** Data to process follows **

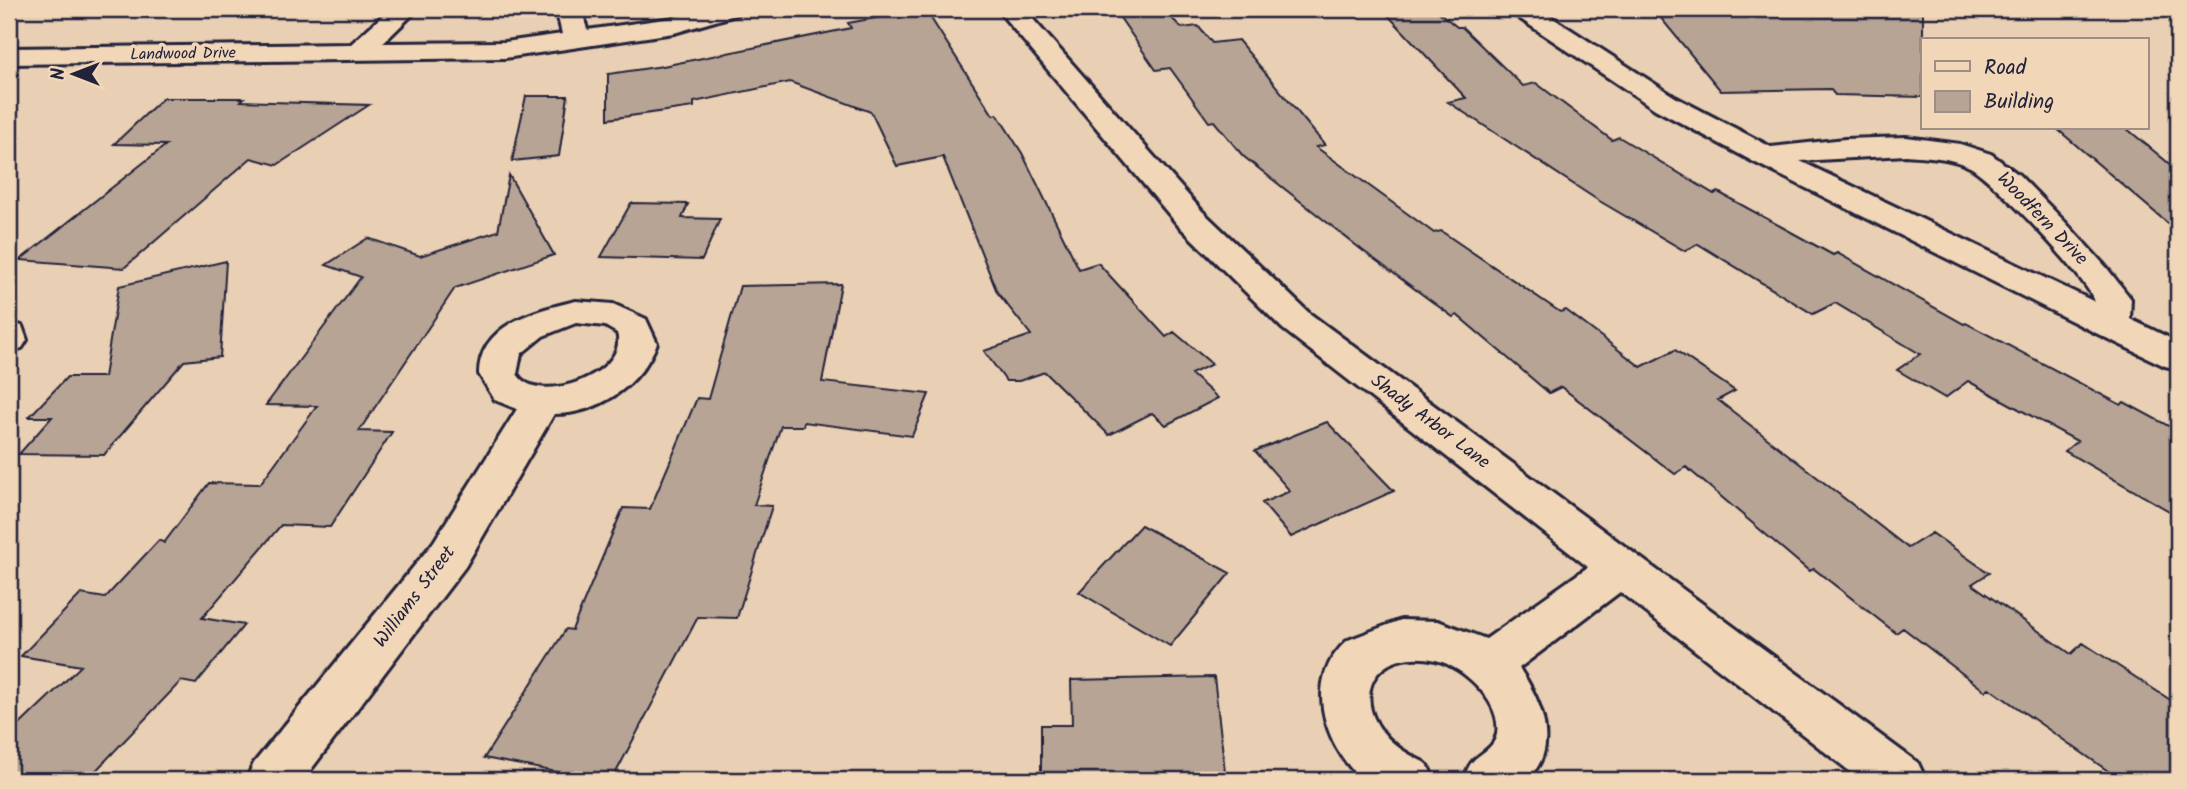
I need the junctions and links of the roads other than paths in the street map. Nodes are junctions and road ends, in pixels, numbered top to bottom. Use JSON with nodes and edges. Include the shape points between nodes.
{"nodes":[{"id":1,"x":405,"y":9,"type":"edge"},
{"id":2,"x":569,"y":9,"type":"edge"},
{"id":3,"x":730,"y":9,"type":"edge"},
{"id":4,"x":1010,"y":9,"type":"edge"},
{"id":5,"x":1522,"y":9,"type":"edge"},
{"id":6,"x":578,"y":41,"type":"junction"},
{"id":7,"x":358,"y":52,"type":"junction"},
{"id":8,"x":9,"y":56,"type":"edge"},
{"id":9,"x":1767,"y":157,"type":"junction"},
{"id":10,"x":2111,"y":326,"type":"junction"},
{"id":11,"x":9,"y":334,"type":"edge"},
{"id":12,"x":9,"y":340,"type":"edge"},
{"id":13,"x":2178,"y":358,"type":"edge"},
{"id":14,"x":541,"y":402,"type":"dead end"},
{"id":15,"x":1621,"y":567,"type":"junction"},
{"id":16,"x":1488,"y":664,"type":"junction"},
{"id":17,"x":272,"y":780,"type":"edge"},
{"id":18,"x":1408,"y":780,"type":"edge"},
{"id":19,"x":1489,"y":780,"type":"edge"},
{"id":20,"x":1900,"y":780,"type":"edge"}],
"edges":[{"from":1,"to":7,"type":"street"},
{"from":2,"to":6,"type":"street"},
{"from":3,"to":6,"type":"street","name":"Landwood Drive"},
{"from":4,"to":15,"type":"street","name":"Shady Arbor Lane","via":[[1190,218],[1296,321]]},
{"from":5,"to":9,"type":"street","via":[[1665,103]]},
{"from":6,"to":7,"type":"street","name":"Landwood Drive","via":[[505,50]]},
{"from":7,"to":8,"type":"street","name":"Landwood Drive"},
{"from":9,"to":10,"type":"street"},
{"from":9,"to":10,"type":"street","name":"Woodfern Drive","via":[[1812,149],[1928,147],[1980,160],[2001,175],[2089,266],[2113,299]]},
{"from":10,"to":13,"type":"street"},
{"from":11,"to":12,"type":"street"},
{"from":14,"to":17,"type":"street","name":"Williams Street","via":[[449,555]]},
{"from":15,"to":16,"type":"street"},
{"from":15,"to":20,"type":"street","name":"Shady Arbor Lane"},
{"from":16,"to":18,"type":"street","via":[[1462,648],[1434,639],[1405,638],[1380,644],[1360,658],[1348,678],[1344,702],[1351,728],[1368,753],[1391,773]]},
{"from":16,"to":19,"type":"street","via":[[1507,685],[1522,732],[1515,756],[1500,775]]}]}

** End of Data to process **

Directions: In the records above, find each line that mentions the word "Lane", and copy it.

Task solution:
{"from":4,"to":15,"type":"street","name":"Shady Arbor Lane","via":[[1190,218],[1296,321]]},
{"from":15,"to":20,"type":"street","name":"Shady Arbor Lane"},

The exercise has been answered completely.